I've never been one for change.
It's so difficult. The uncertainty that change brings is near crippling for me. I like consistence. I find comfort in the comfortable and discomfort in the unfamiliar. And change is just that, unfamiliar.
I don't know where this fear of change began, but it's always present. Every opportunity, every unfamiliar road ahead is meticulously observed before taken. I'm never the one to jump head first into this unknown world of change. But rather, I've always found comfort in the known, in the consistence.

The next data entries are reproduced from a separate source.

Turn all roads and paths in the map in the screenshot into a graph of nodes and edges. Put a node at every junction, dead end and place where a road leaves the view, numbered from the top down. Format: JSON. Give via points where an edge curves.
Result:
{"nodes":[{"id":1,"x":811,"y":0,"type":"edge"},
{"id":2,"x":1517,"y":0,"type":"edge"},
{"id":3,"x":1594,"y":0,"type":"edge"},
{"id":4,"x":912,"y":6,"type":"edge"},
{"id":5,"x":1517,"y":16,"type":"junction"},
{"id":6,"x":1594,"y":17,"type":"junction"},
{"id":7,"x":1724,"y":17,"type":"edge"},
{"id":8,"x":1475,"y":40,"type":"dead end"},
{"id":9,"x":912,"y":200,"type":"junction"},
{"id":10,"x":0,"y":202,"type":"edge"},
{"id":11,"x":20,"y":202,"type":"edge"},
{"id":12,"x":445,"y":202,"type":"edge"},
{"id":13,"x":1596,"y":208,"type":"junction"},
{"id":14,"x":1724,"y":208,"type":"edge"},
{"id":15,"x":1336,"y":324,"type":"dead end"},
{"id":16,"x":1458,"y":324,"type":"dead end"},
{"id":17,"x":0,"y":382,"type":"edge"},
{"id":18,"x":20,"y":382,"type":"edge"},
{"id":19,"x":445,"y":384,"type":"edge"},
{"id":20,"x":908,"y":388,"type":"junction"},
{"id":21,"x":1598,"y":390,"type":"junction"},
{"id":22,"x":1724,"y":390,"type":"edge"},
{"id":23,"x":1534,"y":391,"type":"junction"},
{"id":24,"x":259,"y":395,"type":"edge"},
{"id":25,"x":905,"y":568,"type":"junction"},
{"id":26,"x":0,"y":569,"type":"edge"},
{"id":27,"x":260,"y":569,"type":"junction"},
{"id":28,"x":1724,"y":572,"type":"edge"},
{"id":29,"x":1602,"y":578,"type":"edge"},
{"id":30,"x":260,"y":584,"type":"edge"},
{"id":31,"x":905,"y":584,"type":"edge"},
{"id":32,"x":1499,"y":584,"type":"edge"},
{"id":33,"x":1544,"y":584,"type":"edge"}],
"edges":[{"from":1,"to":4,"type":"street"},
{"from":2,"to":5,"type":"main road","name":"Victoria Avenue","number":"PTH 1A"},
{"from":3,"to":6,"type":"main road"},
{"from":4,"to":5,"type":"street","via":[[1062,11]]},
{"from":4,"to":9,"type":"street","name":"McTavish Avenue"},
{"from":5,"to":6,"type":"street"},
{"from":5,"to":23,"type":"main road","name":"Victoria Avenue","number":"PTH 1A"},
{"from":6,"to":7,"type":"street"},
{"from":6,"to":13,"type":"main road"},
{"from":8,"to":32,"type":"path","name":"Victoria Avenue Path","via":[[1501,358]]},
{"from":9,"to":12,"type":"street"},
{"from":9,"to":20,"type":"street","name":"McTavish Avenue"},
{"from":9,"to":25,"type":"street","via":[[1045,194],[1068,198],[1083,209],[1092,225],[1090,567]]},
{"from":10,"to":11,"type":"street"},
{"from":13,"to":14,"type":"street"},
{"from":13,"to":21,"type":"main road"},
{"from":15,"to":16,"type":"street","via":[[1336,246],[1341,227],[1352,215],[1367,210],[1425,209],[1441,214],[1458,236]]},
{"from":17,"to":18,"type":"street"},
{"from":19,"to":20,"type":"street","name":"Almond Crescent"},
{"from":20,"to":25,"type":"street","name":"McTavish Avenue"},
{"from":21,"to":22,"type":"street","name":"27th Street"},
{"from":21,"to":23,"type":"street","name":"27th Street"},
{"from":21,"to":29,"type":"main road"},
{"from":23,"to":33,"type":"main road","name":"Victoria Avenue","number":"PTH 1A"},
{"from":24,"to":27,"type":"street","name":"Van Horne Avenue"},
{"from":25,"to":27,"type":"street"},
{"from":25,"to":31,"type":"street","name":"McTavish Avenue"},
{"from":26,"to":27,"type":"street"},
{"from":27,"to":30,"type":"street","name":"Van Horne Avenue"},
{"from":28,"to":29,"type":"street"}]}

But, what I have begun to realize is this world is anything but consistent. The world we live in is constantly changing. Just as the seasons change and the trees shed their leaves in preparation for winter, this world changing and so does it's people. The world is not afraid to change, so why should I be? But more importantly, why should I be afraid of change and new beginnings when I serve a God who reminds me that change is apart of His perfect plan. For in Ecclesiastes 3:1 it says, "There is a time for everything, and a season for every activity under the heavens."
Whether I'm comfortable with change or not, it's inevitable and it's written in His plans for me. So, because of God's declaration that every season is perfectly planned by Him, I can find comfort. Because I believe in a Savior who promises that all change is apart of His plans, I am slowly learning to accept it. I'm learning that although change is unfamiliar, although it is full of uncertainty. Change can also lead to marvelous opportunities and beautiful roads that weren't always visible before.
I'm not completely comfortable with change, at least not yet and I may never fully be. But, I have begun to understand it. I've begun to understand that this world, this life I live will be full of changes. And when I feel uncomfortable, when I am consumed by the unknown, I can find comfort in the fact that every season of change is apart of His marvelous plan.
So, just as the trees understand the need to change in preparation for winter, I will change as God calls me too; to prepare myself for the new season of life, which He has planned.